An important skill in plot styling is knowing how to look things up. Comments like "I have been using Matplotlib for a decade now, and I still have to look most things up" are all too common. If you're styling a seaborn plot, the library's gallery and API documentation are a great place to find styling options. And for both seaborn and pandas there is a wealth of information that you can find by looking up "how to do X with Y" on StackOverflow (replacing X with what you want to do, and Y with pandas or seaborn). If you want to change your plot in some way not covered in this brief tutorial, and don't already know what function you need to do it, searching like this is the most efficient way of finding it.

In [1]:
import pandas as pd
reviews = pd.read_csv("../input/wine-reviews/winemag-data_first150k.csv", index_col=0)
reviews.head(3)
Out[1]:
country description designation points price province region_1 region_2 variety winery
0 US This tremendous 100% varietal wine hails from ... Martha's Vineyard 96 235.0 California Napa Valley Napa Cabernet Sauvignon Heitz
1 Spain Ripe aromas of fig, blackberry and cassis are ... Carodorum Selección Especial Reserva 96 110.0 Northern Spain Toro NaN Tinta de Toro Bodega Carmen Rodríguez
2 US Mac Watson honors the memory of a wine once ma... Special Selected Late Harvest 96 90.0 California Knights Valley Sonoma Sauvignon Blanc Macauley

Points on style

Recall our bar plot from earlier:

In [2]:
reviews['points'].value_counts().sort_index().plot.bar()
Out[2]:
<matplotlib.axes._subplots.AxesSubplot at 0x7f6fd8c35940>

Throughout this section we're going to work on making this plot look nicer.

This plot is kind of hard to see. So make it bigger! We can use the figsize parameter to do that.

In [3]:
reviews['points'].value_counts().sort_index().plot.bar(figsize=(12, 6))
Out[3]:
<matplotlib.axes._subplots.AxesSubplot at 0x7f6fd8b977f0>

figsize controls the size of the image, in inches. It expects a tuple of (width, height) values.

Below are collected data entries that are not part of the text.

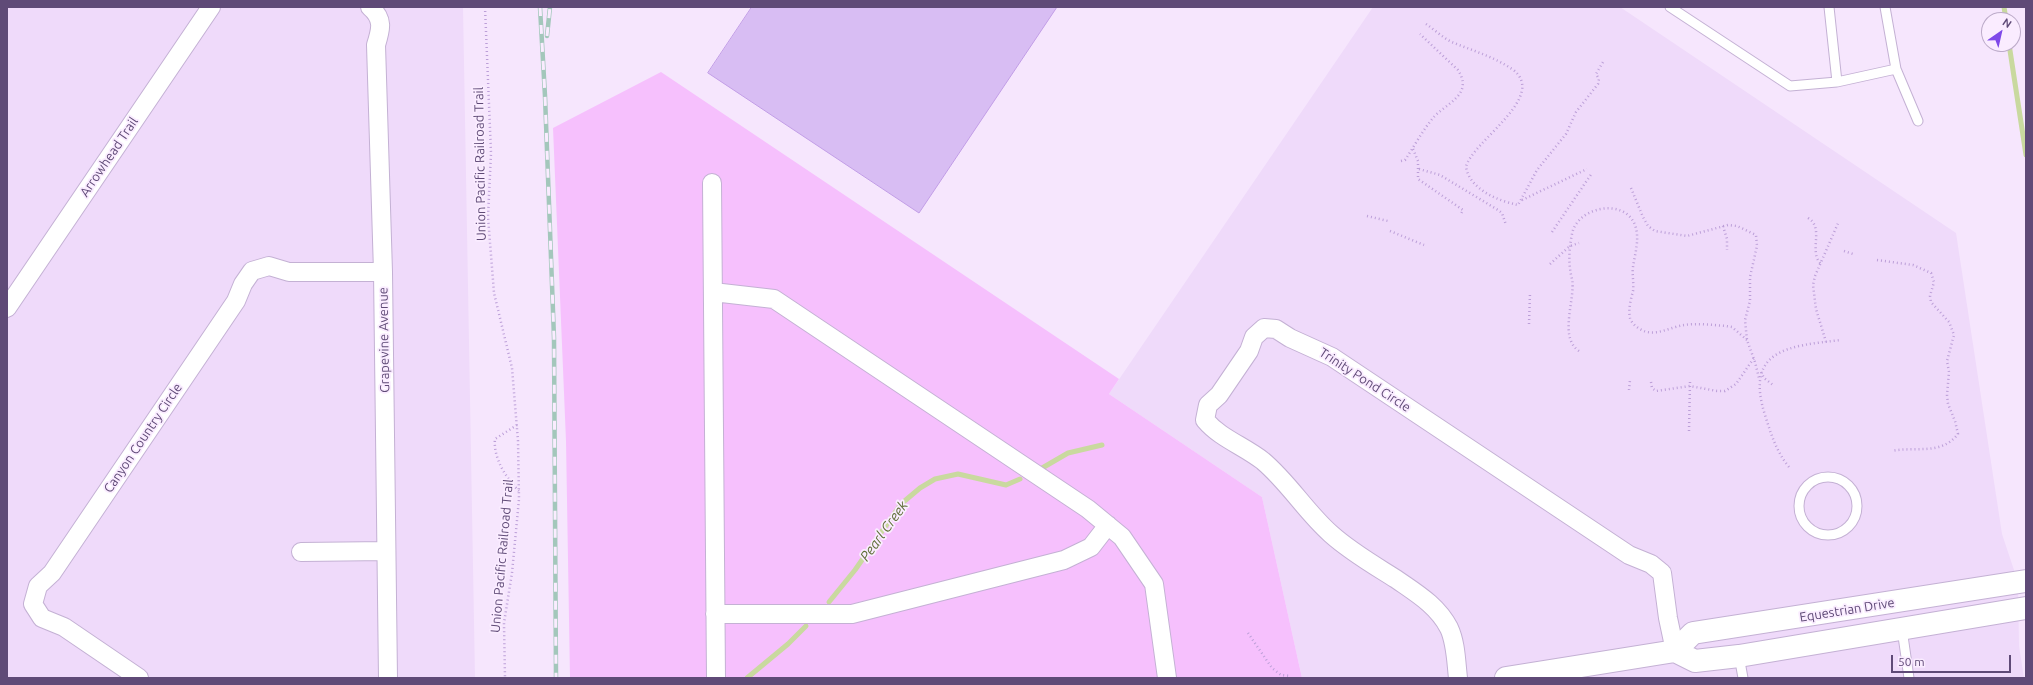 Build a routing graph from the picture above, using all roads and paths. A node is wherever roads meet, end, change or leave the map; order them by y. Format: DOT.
graph roads {
  1 [pos="210,7"];
  2 [pos="370,7"];
  3 [pos="485,7"];
  4 [pos="1670,7"];
  5 [pos="1829,7"];
  6 [pos="1885,7"];
  7 [pos="1426,24"];
  8 [pos="1420,34"];
  9 [pos="1604,62"];
  10 [pos="1896,69"];
  11 [pos="1837,82"];
  12 [pos="1918,122"];
  13 [pos="1413,149"];
  14 [pos="1401,162"];
  15 [pos="1419,169"];
  16 [pos="1586,170"];
  17 [pos="1592,173"];
  18 [pos="712,184"];
  19 [pos="1631,188"];
  20 [pos="1521,201"];
  21 [pos="1462,214"];
  22 [pos="1367,216"];
  23 [pos="1808,218"];
  24 [pos="1388,221"];
  25 [pos="1839,221"];
  26 [pos="1506,225"];
  27 [pos="1723,226"];
  28 [pos="1390,231"];
  29 [pos="1552,232"];
  30 [pos="1579,243"];
  31 [pos="1424,245"];
  32 [pos="1570,246"];
  33 [pos="1727,250"];
  34 [pos="1844,251"];
  35 [pos="1853,254"];
  36 [pos="1877,260"];
  37 [pos="1550,264"];
  38 [pos="1822,264"];
  39 [pos="383,272"];
  40 [pos="713,292"];
  41 [pos="1530,293"];
  42 [pos="7,308"];
  43 [pos="1529,324"];
  44 [pos="1747,340"];
  45 [pos="1841,340"];
  46 [pos="1826,342"];
  47 [pos="1579,351"];
  48 [pos="1754,358"];
  49 [pos="1760,372"];
  50 [pos="1759,378"];
  51 [pos="1630,380"];
  52 [pos="1651,382"];
  53 [pos="1690,382"];
  54 [pos="1773,385"];
  55 [pos="1690,386"];
  56 [pos="1629,390"];
  57 [pos="517,425"];
  58 [pos="1689,431"];
  59 [pos="1892,451"];
  60 [pos="1789,467"];
  61 [pos="1839,479"];
  62 [pos="519,491"];
  63 [pos="1108,525"];
  64 [pos="386,551"];
  65 [pos="301,552"];
  66 [pos="2026,581"];
  67 [pos="2026,608"];
  68 [pos="716,614"];
  69 [pos="1902,629"];
  70 [pos="1248,633"];
  71 [pos="1675,651"];
  72 [pos="1739,656"];
  73 [pos="1291,676"];
  74 [pos="139,678"];
  75 [pos="388,678"];
  76 [pos="505,678"];
  77 [pos="716,678"];
  78 [pos="1167,678"];
  79 [pos="1458,678"];
  80 [pos="1506,678"];
  81 [pos="1743,678"];
  82 [pos="1909,678"];
  1 -- 42 [label="street, Arrowhead Trail"];
  2 -- 39 [label="street, Grapevine Avenue"];
  3 -- 57 [label="path, Union Pacific Railroad Trail"];
  4 -- 11 [label="lane"];
  5 -- 11 [label="lane"];
  6 -- 10 [label="lane"];
  7 -- 20 [label="path"];
  8 -- 13 [label="path"];
  9 -- 20 [label="path"];
  10 -- 11 [label="lane"];
  10 -- 12 [label="lane"];
  13 -- 14 [label="path"];
  13 -- 15 [label="path"];
  15 -- 21 [label="path"];
  15 -- 26 [label="path"];
  16 -- 20 [label="path"];
  17 -- 29 [label="path"];
  18 -- 40 [label="street"];
  19 -- 27 [label="path"];
  22 -- 24 [label="path"];
  23 -- 38 [label="path"];
  25 -- 38 [label="path"];
  27 -- 33 [label="path"];
  27 -- 44 [label="path"];
  28 -- 31 [label="path"];
  30 -- 32 [label="path"];
  32 -- 37 [label="path"];
  32 -- 44 [label="path"];
  32 -- 47 [label="path"];
  34 -- 35 [label="path"];
  36 -- 59 [label="path"];
  38 -- 46 [label="path"];
  39 -- 64 [label="street, Grapevine Avenue"];
  39 -- 74 [label="street, Canyon Country Circle"];
  40 -- 63 [label="street"];
  40 -- 68 [label="street"];
  41 -- 43 [label="path"];
  44 -- 48 [label="path"];
  45 -- 46 [label="path"];
  46 -- 49 [label="path"];
  48 -- 50 [label="path"];
  48 -- 55 [label="path"];
  49 -- 50 [label="path"];
  49 -- 54 [label="path"];
  50 -- 60 [label="path"];
  51 -- 56 [label="path"];
  52 -- 55 [label="path"];
  53 -- 55 [label="path"];
  55 -- 58 [label="path"];
  57 -- 62 [label="path, Union Pacific Railroad Trail"];
  57 -- 62 [label="path"];
  61 -- 61 [label="lane"];
  62 -- 76 [label="path, Union Pacific Railroad Trail"];
  63 -- 68 [label="street"];
  63 -- 78 [label="street"];
  64 -- 65 [label="street"];
  64 -- 75 [label="street, Grapevine Avenue"];
  66 -- 71 [label="street, Equestrian Drive"];
  67 -- 69 [label="street, Equestrian Drive"];
  68 -- 77 [label="street"];
  69 -- 72 [label="street, Equestrian Drive"];
  69 -- 82 [label="lane"];
  70 -- 73 [label="path"];
  71 -- 72 [label="street, Equestrian Drive"];
  71 -- 79 [label="street, Trinity Pond Circle"];
  71 -- 80 [label="street"];
  72 -- 81 [label="lane"];
} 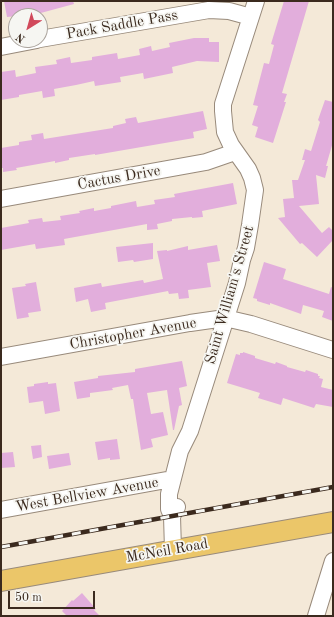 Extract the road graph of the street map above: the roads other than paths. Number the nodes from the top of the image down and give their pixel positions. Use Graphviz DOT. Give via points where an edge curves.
graph roads {
  1 [pos="256,1"];
  2 [pos="251,17"];
  3 [pos="48,38"];
  4 [pos="235,152"];
  5 [pos="1,199"];
  6 [pos="225,318"];
  7 [pos="333,350"];
  8 [pos="1,357"];
  9 [pos="190,431"];
  10 [pos="172,479"];
  11 [pos="128,487"];
  12 [pos="170,509"];
  13 [pos="1,510"];
  14 [pos="333,522"];
  15 [pos="173,550"];
  16 [pos="333,561"];
  17 [pos="1,581"];
  18 [pos="316,616"];
  1 -- 2 [label="street, Saint William's Street"];
  2 -- 3 [label="street, Pack Saddle Pass" via="229,11 209,10"];
  2 -- 4 [label="street, Saint William's Street" via="223,104 225,132"];
  4 -- 5 [label="street, Cactus Drive" via="206,162"];
  4 -- 6 [label="street, Saint William's Street" via="248,169 255,190 246,248"];
  6 -- 7 [label="street, Christopher Avenue"];
  6 -- 8 [label="street, Christopher Avenue"];
  6 -- 9 [label="street, Saint William's Street"];
  9 -- 10 [label="street, Saint William's Street" via="180,451"];
  9 -- 12 [label="street, Saint William's Street" via="187,461 176,500 177,507"];
  10 -- 11 [label="street, West Bellview Avenue"];
  10 -- 12 [label="street, Saint William's Street"];
  11 -- 12 [label="street" via="156,491"];
  11 -- 13 [label="street, West Bellview Avenue"];
  12 -- 15 [label="street, Saint William's Street"];
  14 -- 15 [label="main road, McNeil Road"];
  15 -- 17 [label="main road, McNeil Road"];
  16 -- 18 [label="street"];
}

Next, we can change the color of the bars to be more thematic, using the color parameter.

In [4]:
reviews['points'].value_counts().sort_index().plot.bar(
    figsize=(12, 6),
    color='mediumvioletred'
)
Out[4]:
<matplotlib.axes._subplots.AxesSubplot at 0x7f6fd8b54470>

The text labels are very hard to read at this size. They fit the plot when our plot was very small, but now that the plot is much bigger we need much bigger labels. We can used fontsize to adjust this.

In [5]:
reviews['points'].value_counts().sort_index().plot.bar(
    figsize=(12, 6),
    color='mediumvioletred',
    fontsize=16
)
Out[5]:
<matplotlib.axes._subplots.AxesSubplot at 0x7f6fd8b54eb8>

We also need a title.

In [6]:
reviews['points'].value_counts().sort_index().plot.bar(
    figsize=(12, 6),
    color='mediumvioletred',
    fontsize=16,
    title='Rankings Given by Wine Magazine',
)
Out[6]:
<matplotlib.axes._subplots.AxesSubplot at 0x7f6fd88f6fd0>

However, this title is too small. Unfortunately, pandas doesn't give us an easy way of adjusting the title size.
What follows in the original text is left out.